后缀树(Suffix Tree)
Code
使用Ukkonen算法构建后缀树。
const int inf = 1 << 30;
//字符串下标从1开始
template<size_t maxn>
struct SuffixTree {
int link[maxn << 1], length[maxn << 1], start[maxn << 1];
int s[maxn << 1], ch[maxn << 1][27];
/****************************************************************
link[u] 结点u的后缀链接
length[u] 到结点u的这条边所代表的串长
start[u] 到结点u的这条边所代表的串在原串中的起始位置
s 当前已插入的原串的前缀
****************************************************************/
int n, tail, now, len;
/****************************************************************
n 当前已插入到原串的第n个字符
tail 结点池的下标,即新建结点的编号
now 当前的活动结点
s[n-rem+1...n] 最长的被隐式包含的后缀,长度为rem
(now,char,len) 沿着结点now的开头为char的出边走len个字符到达的位置,
从源点到该位置唯一表示的串等于最长的被隐式包含的后缀
rem=从源点到该位置的字符个数
char=s[n-rem+1]
所以只需要维护now和len
****************************************************************/
//初始时令tail=1,n=0,len=0,now=1
SuffixTree() :tail(1), n(0), len(0), now(1) { length[0] = inf; }
int newNode(int st, int len) {
link[++tail] = 1; //后缀链接默认到源点1
start[tail] = st; //原串中的起始位置
length[tail] = len; //进入该点的边所代表的串长
return tail; //返回新建结点的编号
}
void extend(int x) {
s[++n] = x;++len; //新扩展一个字符x
for (int last = 1;len;) {//如果len==0,结束这一轮插入
//应该走now结点的字符为s[n-len+1]的出边
//如果len超过now该出边的长度,不断向下更新now
while (len > length[ch[now][s[n - len + 1]]])

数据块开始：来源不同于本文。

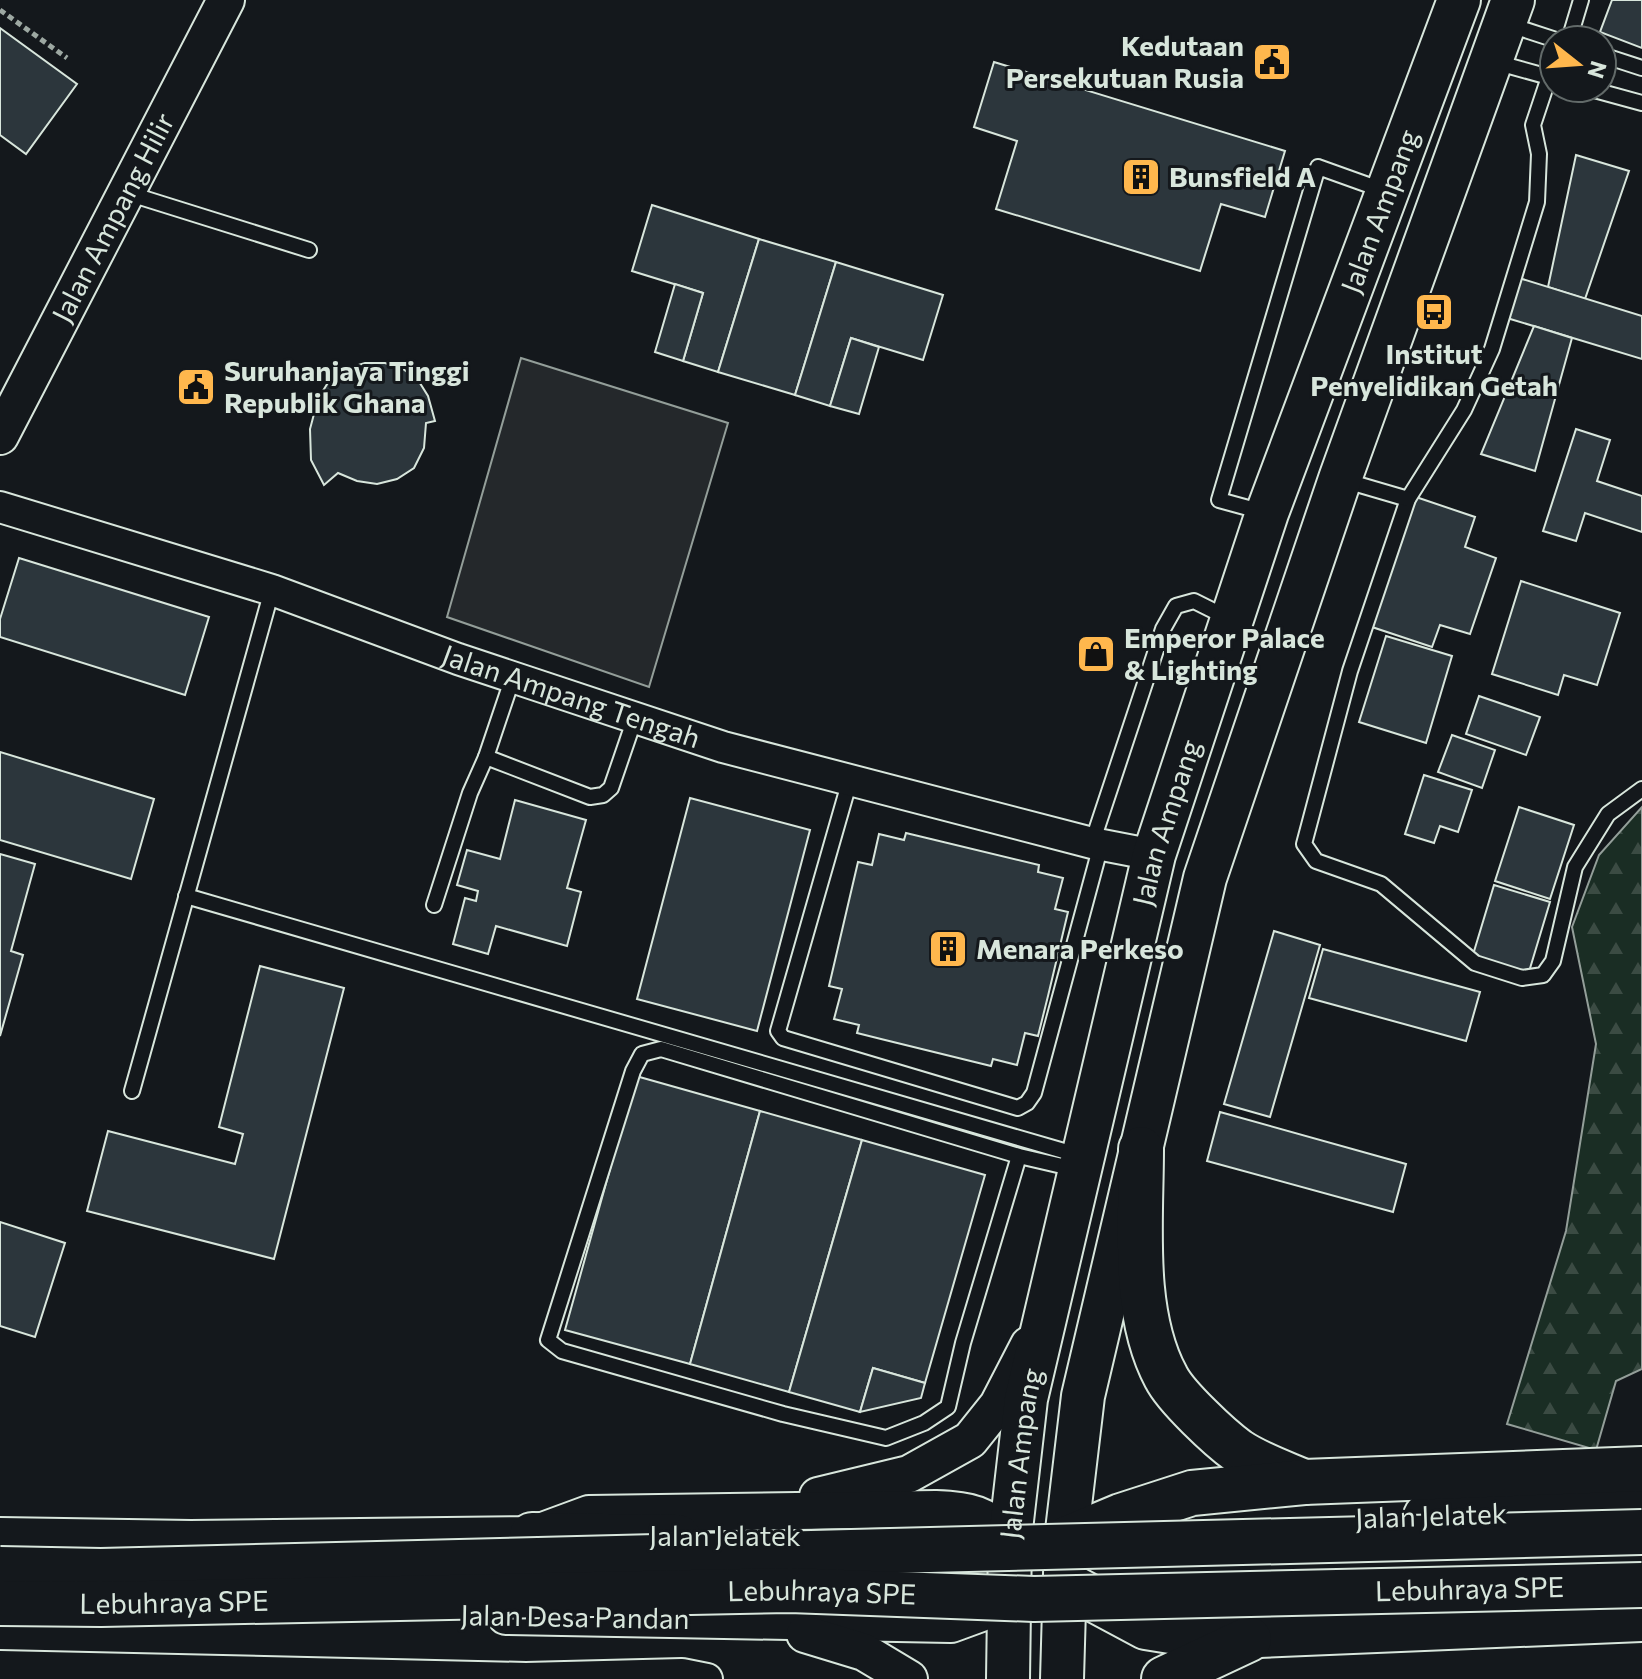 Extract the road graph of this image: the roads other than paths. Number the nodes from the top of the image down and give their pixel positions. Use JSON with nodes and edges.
{"nodes":[{"id":1,"x":226,"y":0,"type":"edge"},
{"id":2,"x":1459,"y":0,"type":"edge"},
{"id":3,"x":1581,"y":0,"type":"edge"},
{"id":4,"x":1574,"y":24,"type":"edge"},
{"id":5,"x":1503,"y":28,"type":"edge"},
{"id":6,"x":1538,"y":36,"type":"edge"},
{"id":7,"x":1618,"y":60,"type":"edge"},
{"id":8,"x":1538,"y":64,"type":"edge"},
{"id":9,"x":1642,"y":68,"type":"edge"},
{"id":10,"x":1618,"y":96,"type":"edge"},
{"id":11,"x":1642,"y":103,"type":"edge"},
{"id":12,"x":1541,"y":104,"type":"edge"},
{"id":13,"x":1389,"y":192,"type":"junction"},
{"id":14,"x":126,"y":193,"type":"junction"},
{"id":15,"x":309,"y":250,"type":"dead end"},
{"id":16,"x":0,"y":436,"type":"edge"},
{"id":17,"x":1340,"y":479,"type":"junction"},
{"id":18,"x":1408,"y":499,"type":"junction"},
{"id":19,"x":0,"y":507,"type":"edge"},
{"id":20,"x":1267,"y":513,"type":"junction"},
{"id":21,"x":272,"y":590,"type":"junction"},
{"id":22,"x":1232,"y":620,"type":"junction"},
{"id":23,"x":513,"y":677,"type":"junction"},
{"id":24,"x":635,"y":718,"type":"junction"},
{"id":25,"x":486,"y":757,"type":"junction"},
{"id":26,"x":850,"y":780,"type":"junction"},
{"id":27,"x":1642,"y":789,"type":"edge"},
{"id":28,"x":1096,"y":844,"type":"junction"},
{"id":29,"x":1154,"y":855,"type":"junction"},
{"id":30,"x":186,"y":896,"type":"junction"},
{"id":31,"x":434,"y":905,"type":"dead end"},
{"id":32,"x":132,"y":1091,"type":"dead end"},
{"id":33,"x":1141,"y":1149,"type":"junction"},
{"id":34,"x":1019,"y":1156,"type":"junction"},
{"id":35,"x":1081,"y":1163,"type":"junction"},
{"id":36,"x":1046,"y":1312,"type":"junction"},
{"id":37,"x":1642,"y":1469,"type":"edge"},
{"id":38,"x":1304,"y":1482,"type":"junction"},
{"id":39,"x":1642,"y":1508,"type":"edge"},
{"id":40,"x":795,"y":1509,"type":"junction"},
{"id":41,"x":1206,"y":1509,"type":"junction"},
{"id":42,"x":927,"y":1521,"type":"junction"},
{"id":43,"x":1642,"y":1532,"type":"edge"},
{"id":44,"x":532,"y":1535,"type":"junction"},
{"id":45,"x":0,"y":1536,"type":"edge"},
{"id":46,"x":1037,"y":1561,"type":"junction"},
{"id":47,"x":0,"y":1569,"type":"edge"},
{"id":48,"x":1215,"y":1577,"type":"dead end"},
{"id":49,"x":933,"y":1585,"type":"dead end"},
{"id":50,"x":1642,"y":1585,"type":"edge"},
{"id":51,"x":0,"y":1603,"type":"edge"},
{"id":52,"x":413,"y":1615,"type":"junction"},
{"id":53,"x":718,"y":1618,"type":"junction"},
{"id":54,"x":1642,"y":1619,"type":"edge"},
{"id":55,"x":0,"y":1620,"type":"edge"},
{"id":56,"x":910,"y":1623,"type":"junction"},
{"id":57,"x":1177,"y":1632,"type":"junction"},
{"id":58,"x":1259,"y":1635,"type":"junction"},
{"id":59,"x":0,"y":1666,"type":"edge"},
{"id":60,"x":526,"y":1679,"type":"edge"},
{"id":61,"x":707,"y":1679,"type":"edge"},
{"id":62,"x":909,"y":1679,"type":"edge"},
{"id":63,"x":1008,"y":1679,"type":"edge"},
{"id":64,"x":1062,"y":1679,"type":"edge"},
{"id":65,"x":1164,"y":1679,"type":"edge"}],
"edges":[{"from":1,"to":14,"type":"street","name":"Jalan Ampang Hilir"},
{"from":2,"to":13,"type":"main road","name":"Jalan Ampang"},
{"from":3,"to":4,"type":"lane"},
{"from":5,"to":6,"type":"lane"},
{"from":5,"to":8,"type":"lane"},
{"from":5,"to":17,"type":"main road","name":"Jalan Ampang"},
{"from":7,"to":9,"type":"lane"},
{"from":10,"to":11,"type":"lane"},
{"from":12,"to":18,"type":"lane"},
{"from":13,"to":20,"type":"main road","name":"Jalan Ampang"},
{"from":13,"to":20,"type":"lane"},
{"from":14,"to":15,"type":"lane"},
{"from":14,"to":16,"type":"street","name":"Jalan Ampang Hilir"},
{"from":17,"to":18,"type":"lane"},
{"from":17,"to":33,"type":"main road","name":"Jalan Ampang"},
{"from":18,"to":27,"type":"lane"},
{"from":19,"to":21,"type":"street","name":"Jalan Ampang Tengah"},
{"from":20,"to":22,"type":"main road","name":"Jalan Ampang"},
{"from":21,"to":23,"type":"street","name":"Jalan Ampang Tengah"},
{"from":21,"to":30,"type":"lane"},
{"from":22,"to":28,"type":"lane"},
{"from":22,"to":29,"type":"main road","name":"Jalan Ampang"},
{"from":23,"to":24,"type":"street","name":"Jalan Ampang Tengah"},
{"from":23,"to":25,"type":"lane"},
{"from":24,"to":25,"type":"lane"},
{"from":24,"to":26,"type":"street","name":"Jalan Ampang Tengah"},
{"from":25,"to":31,"type":"lane"},
{"from":26,"to":28,"type":"street","name":"Jalan Ampang Tengah"},
{"from":26,"to":28,"type":"lane"},
{"from":28,"to":29,"type":"street","name":"Jalan Ampang Tengah"},
{"from":29,"to":35,"type":"main road","name":"Jalan Ampang"},
{"from":30,"to":32,"type":"lane"},
{"from":30,"to":35,"type":"lane"},
{"from":33,"to":38,"type":"main road"},
{"from":33,"to":46,"type":"main road","name":"Jalan Ampang"},
{"from":34,"to":34,"type":"lane"},
{"from":34,"to":35,"type":"lane"},
{"from":35,"to":36,"type":"main road","name":"Jalan Ampang"},
{"from":36,"to":40,"type":"street"},
{"from":36,"to":46,"type":"main road","name":"Jalan Ampang"},
{"from":37,"to":38,"type":"main road"},
{"from":38,"to":41,"type":"main road"},
{"from":39,"to":41,"type":"main road","name":"Jalan Jelatek"},
{"from":40,"to":42,"type":"street"},
{"from":40,"to":44,"type":"street"},
{"from":41,"to":46,"type":"main road"},
{"from":41,"to":57,"type":"main road"},
{"from":42,"to":44,"type":"main road","name":"Jalan Jelatek"},
{"from":42,"to":46,"type":"street"},
{"from":42,"to":56,"type":"street"},
{"from":43,"to":47,"type":"main road","name":"Lebuhraya SPE","bridge":true},
{"from":44,"to":45,"type":"street"},
{"from":46,"to":56,"type":"street","name":"Jalan Desa Pandan"},
{"from":46,"to":57,"type":"main road"},
{"from":46,"to":63,"type":"main road","name":"Jalan Ampang"},
{"from":46,"to":64,"type":"main road","name":"Jalan Ampang"},
{"from":48,"to":50,"type":"street"},
{"from":49,"to":52,"type":"street","name":"Jalan Desa Pandan"},
{"from":50,"to":51,"type":"main road","name":"Lebuhraya SPE","bridge":true},
{"from":52,"to":53,"type":"street","name":"Jalan Desa Pandan"},
{"from":52,"to":55,"type":"street","name":"Jalan Desa Pandan"},
{"from":53,"to":56,"type":"street","name":"Jalan Desa Pandan"},
{"from":53,"to":62,"type":"street"},
{"from":54,"to":58,"type":"main road"},
{"from":57,"to":58,"type":"main road"},
{"from":58,"to":65,"type":"main road"},
{"from":59,"to":60,"type":"street"},
{"from":60,"to":61,"type":"street"}]}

len -= length[now = ch[now][s[n - len + 1]]];
//到达now的开头为s[n-len+1]的出边,即进入v的这条边
int& v = ch[now][s[n - len + 1]];
int c = s[start[v] + len - 1];
//若不存在这条出边,新建一条出边指向一个新的结点,并将last的后缀链接指向now,将last更新为now
//若存在这条出边,对比出边上第len个字符c和当前插入的字符x,
//若x==c,则说明需要插入的后缀已经存在于后缀树之中,插入失败,修改后缀链接后退出本轮插入
if (!v || x == c) {
link[last] = now;last = now;
if (!v) v = newNode(n, inf);
else break;
}
//若x!=c,则新建一个点u对这条边进行分裂
//now---->v now--->u---->v
// |
// --->[n,#]
else {
int u = newNode(start[v], len - 1);
ch[u][c] = v;ch[u][x] = newNode(n, inf);
start[v] += len - 1;length[v] -= len - 1;
link[last] = v = u;last = u;
}
if (now == 1) --len; //如果now==源点1,则成功插入一个后缀,--len
else now = link[now];//如果now!=源点1,则令now跳到now的后缀链接指向的节点
}
}
};
洛谷P3804 【模板】后缀自动机(SAM)
给定一个只包含小写字母的字符串 \(S\), 请你求出 \(S\) 的所有出现次数不为 \(1\) 的子串的出现次数乘上该子串长度的最大值。

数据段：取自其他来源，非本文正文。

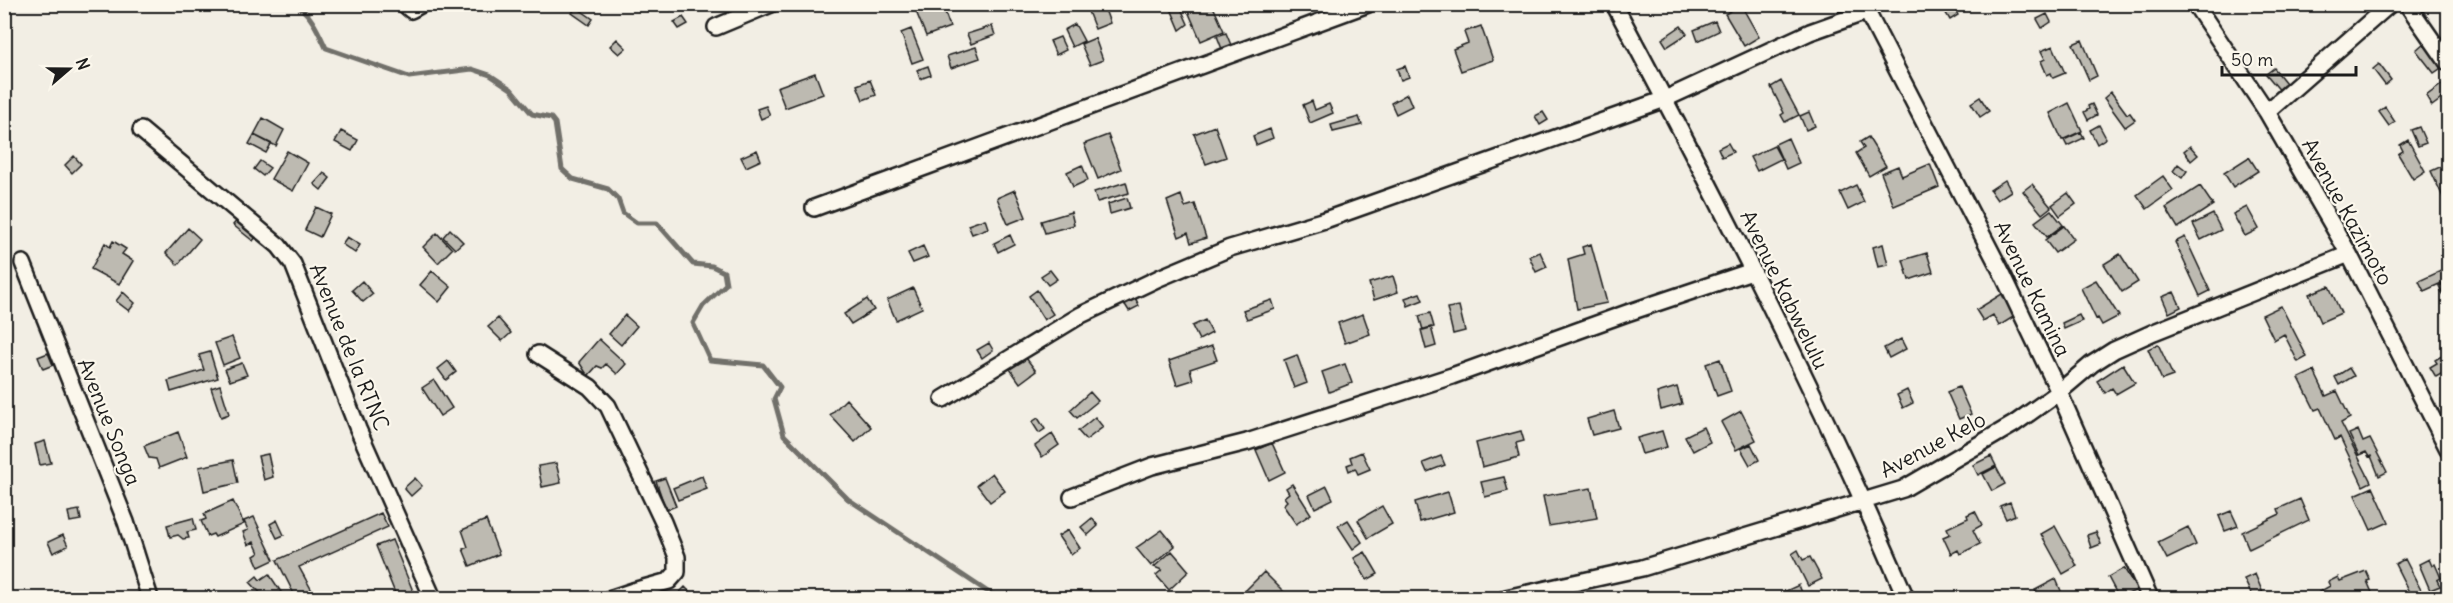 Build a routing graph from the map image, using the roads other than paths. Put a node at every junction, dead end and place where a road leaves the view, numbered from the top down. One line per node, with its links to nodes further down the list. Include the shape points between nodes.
1 (404, 4): 2 (street, via 411,10)
2 (422, 4)
3 (771, 4): 10 (street)
4 (1368, 4): 15 (street)
5 (1614, 4): 12 (street, Avenue Kabwelulu)
6 (2195, 4): 13 (street, Avenue Kazimoto)
7 (2390, 4): 13 (street)
8 (2407, 4): 11 (street)
9 (1865, 8): 12 (street); 20 (street, Avenue Kamina, via 1997,262)
10 (716, 27)
11 (2448, 63)
12 (1665, 99): 18 (street, Avenue Kabwelulu); 21 (street, via 1325,220 1230,249 1159,278 1081,315)
13 (2267, 112): 16 (street, Avenue Kazimoto)
14 (141, 130): 27 (street, Avenue de la RTNC, via 279,246 293,264 358,429)
15 (814, 208)
16 (2349, 254): 20 (street, Avenue Kelo, via 2114,350 2092,363); 22 (street, Avenue Kazimoto)
17 (23, 263): 26 (street, Avenue Songa, via 126,522)
18 (1752, 271): 23 (street, via 1452,376 1247,442 1152,466); 24 (street, Avenue Kabwelulu)
19 (538, 354): 25 (street, via 590,387 608,406 663,522 677,557 677,572 669,581)
20 (2059, 392): 24 (street, Avenue Kelo, via 2014,424 1912,484); 31 (street, Avenue Kamina)
21 (943, 399)
22 (2448, 449)
23 (1072, 497)
24 (1864, 502): 29 (street, Avenue Kelo, via 1642,568); 30 (street, Avenue Kabwelulu)
25 (635, 595): 28 (street)
26 (150, 598)
27 (433, 598)
28 (612, 598)
29 (1506, 598)
30 (1906, 598)
31 (2150, 598)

这题使用后缀树也可以做。从后缀树的根出发到达的每一个结点,路径上的边所代表的字符串依次相连,都是原串的子串。以一个结点为根的子树内的叶结点个数即为该子串在原串中出现的次数。要求出现次数大于1,所以只需要找子树内叶结点数目大于1的结点。子串的长度在dfs的过程中也容易维护。所以只要dfs一遍整棵后缀树,即可求得答案。
Code
#include <bits/stdc++.h>
using namespace std;
#define LL long long
const int inf = 1 << 30;
template<size_t maxn>
struct SuffixTree {
int link[maxn << 1], length[maxn << 1], start[maxn << 1], sz[maxn << 1];
int s[maxn << 1], ch[maxn << 1][27];
int n, tail, now, len;
SuffixTree() :tail(1), n(0), len(0), now(1) { length[0] = inf; }
int newNode(int st, int len) {
link[++tail] = 1;
start[tail] = st;
length[tail] = len;
return tail;
}
void extend(int x) {
s[++n] = x;++len;
for (int last = 1;len;) {
while (len > length[ch[now][s[n - len + 1]]])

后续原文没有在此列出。